## WHAT TO WORK ON
Once the pictures are set aside, reproduce all of the records exactly.

----- SUPPLIED RECORDS -----

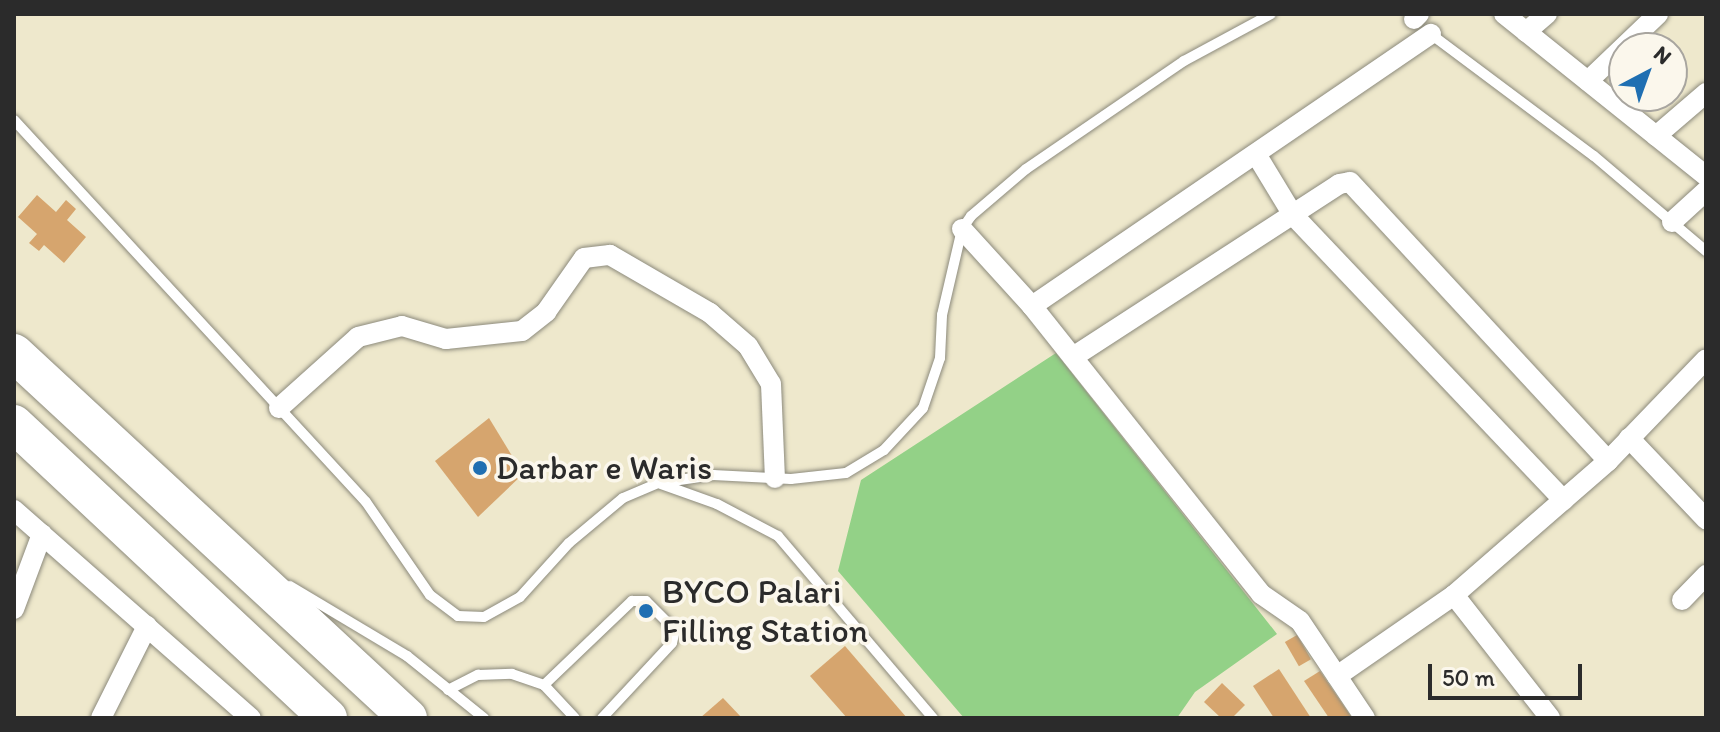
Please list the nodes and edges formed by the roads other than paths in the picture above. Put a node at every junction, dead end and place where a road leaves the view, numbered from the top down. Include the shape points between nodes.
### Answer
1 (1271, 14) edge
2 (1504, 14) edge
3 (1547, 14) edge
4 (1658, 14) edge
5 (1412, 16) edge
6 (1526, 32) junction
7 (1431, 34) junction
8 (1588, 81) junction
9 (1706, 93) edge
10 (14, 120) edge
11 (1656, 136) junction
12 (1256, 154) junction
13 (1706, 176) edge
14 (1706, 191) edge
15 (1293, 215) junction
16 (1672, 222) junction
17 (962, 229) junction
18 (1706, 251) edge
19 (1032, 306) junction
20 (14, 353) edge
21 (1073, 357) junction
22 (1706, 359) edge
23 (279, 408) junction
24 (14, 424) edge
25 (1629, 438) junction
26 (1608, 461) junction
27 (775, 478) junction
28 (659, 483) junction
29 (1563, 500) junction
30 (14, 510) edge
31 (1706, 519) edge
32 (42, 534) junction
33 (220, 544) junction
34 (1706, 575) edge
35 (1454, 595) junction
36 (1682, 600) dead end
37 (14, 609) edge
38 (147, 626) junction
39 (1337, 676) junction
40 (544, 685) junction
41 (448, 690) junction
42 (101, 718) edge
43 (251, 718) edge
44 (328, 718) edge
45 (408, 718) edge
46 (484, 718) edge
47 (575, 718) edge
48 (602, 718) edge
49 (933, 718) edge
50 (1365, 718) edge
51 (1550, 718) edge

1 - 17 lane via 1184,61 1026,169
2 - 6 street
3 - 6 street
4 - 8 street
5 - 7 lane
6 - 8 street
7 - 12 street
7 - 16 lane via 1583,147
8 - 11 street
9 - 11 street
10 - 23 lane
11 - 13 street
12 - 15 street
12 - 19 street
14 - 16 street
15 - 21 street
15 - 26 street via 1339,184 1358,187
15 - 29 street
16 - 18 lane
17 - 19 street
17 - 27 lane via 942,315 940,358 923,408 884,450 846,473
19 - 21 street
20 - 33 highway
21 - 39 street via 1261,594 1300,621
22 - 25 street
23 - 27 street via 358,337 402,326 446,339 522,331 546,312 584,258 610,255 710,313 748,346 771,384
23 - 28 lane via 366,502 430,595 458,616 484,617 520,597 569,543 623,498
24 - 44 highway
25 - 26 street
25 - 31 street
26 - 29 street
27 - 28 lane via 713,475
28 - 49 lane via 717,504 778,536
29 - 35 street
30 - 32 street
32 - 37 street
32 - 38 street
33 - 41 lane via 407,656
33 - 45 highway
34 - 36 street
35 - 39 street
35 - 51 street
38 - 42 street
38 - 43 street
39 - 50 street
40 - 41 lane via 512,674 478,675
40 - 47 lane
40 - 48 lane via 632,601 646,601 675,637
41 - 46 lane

-----

## RESPONSE FOR THIS EXERCISE
Please list the nodes and edges formed by the roads other than paths in the picture above. Put a node at every junction, dead end and place where a road leaves the view, numbered from the top down. Include the shape points between nodes.
### Answer
1 (1271, 14) edge
2 (1504, 14) edge
3 (1547, 14) edge
4 (1658, 14) edge
5 (1412, 16) edge
6 (1526, 32) junction
7 (1431, 34) junction
8 (1588, 81) junction
9 (1706, 93) edge
10 (14, 120) edge
11 (1656, 136) junction
12 (1256, 154) junction
13 (1706, 176) edge
14 (1706, 191) edge
15 (1293, 215) junction
16 (1672, 222) junction
17 (962, 229) junction
18 (1706, 251) edge
19 (1032, 306) junction
20 (14, 353) edge
21 (1073, 357) junction
22 (1706, 359) edge
23 (279, 408) junction
24 (14, 424) edge
25 (1629, 438) junction
26 (1608, 461) junction
27 (775, 478) junction
28 (659, 483) junction
29 (1563, 500) junction
30 (14, 510) edge
31 (1706, 519) edge
32 (42, 534) junction
33 (220, 544) junction
34 (1706, 575) edge
35 (1454, 595) junction
36 (1682, 600) dead end
37 (14, 609) edge
38 (147, 626) junction
39 (1337, 676) junction
40 (544, 685) junction
41 (448, 690) junction
42 (101, 718) edge
43 (251, 718) edge
44 (328, 718) edge
45 (408, 718) edge
46 (484, 718) edge
47 (575, 718) edge
48 (602, 718) edge
49 (933, 718) edge
50 (1365, 718) edge
51 (1550, 718) edge

1 - 17 lane via 1184,61 1026,169
2 - 6 street
3 - 6 street
4 - 8 street
5 - 7 lane
6 - 8 street
7 - 12 street
7 - 16 lane via 1583,147
8 - 11 street
9 - 11 street
10 - 23 lane
11 - 13 street
12 - 15 street
12 - 19 street
14 - 16 street
15 - 21 street
15 - 26 street via 1339,184 1358,187
15 - 29 street
16 - 18 lane
17 - 19 street
17 - 27 lane via 942,315 940,358 923,408 884,450 846,473
19 - 21 street
20 - 33 highway
21 - 39 street via 1261,594 1300,621
22 - 25 street
23 - 27 street via 358,337 402,326 446,339 522,331 546,312 584,258 610,255 710,313 748,346 771,384
23 - 28 lane via 366,502 430,595 458,616 484,617 520,597 569,543 623,498
24 - 44 highway
25 - 26 street
25 - 31 street
26 - 29 street
27 - 28 lane via 713,475
28 - 49 lane via 717,504 778,536
29 - 35 street
30 - 32 street
32 - 37 street
32 - 38 street
33 - 41 lane via 407,656
33 - 45 highway
34 - 36 street
35 - 39 street
35 - 51 street
38 - 42 street
38 - 43 street
39 - 50 street
40 - 41 lane via 512,674 478,675
40 - 47 lane
40 - 48 lane via 632,601 646,601 675,637
41 - 46 lane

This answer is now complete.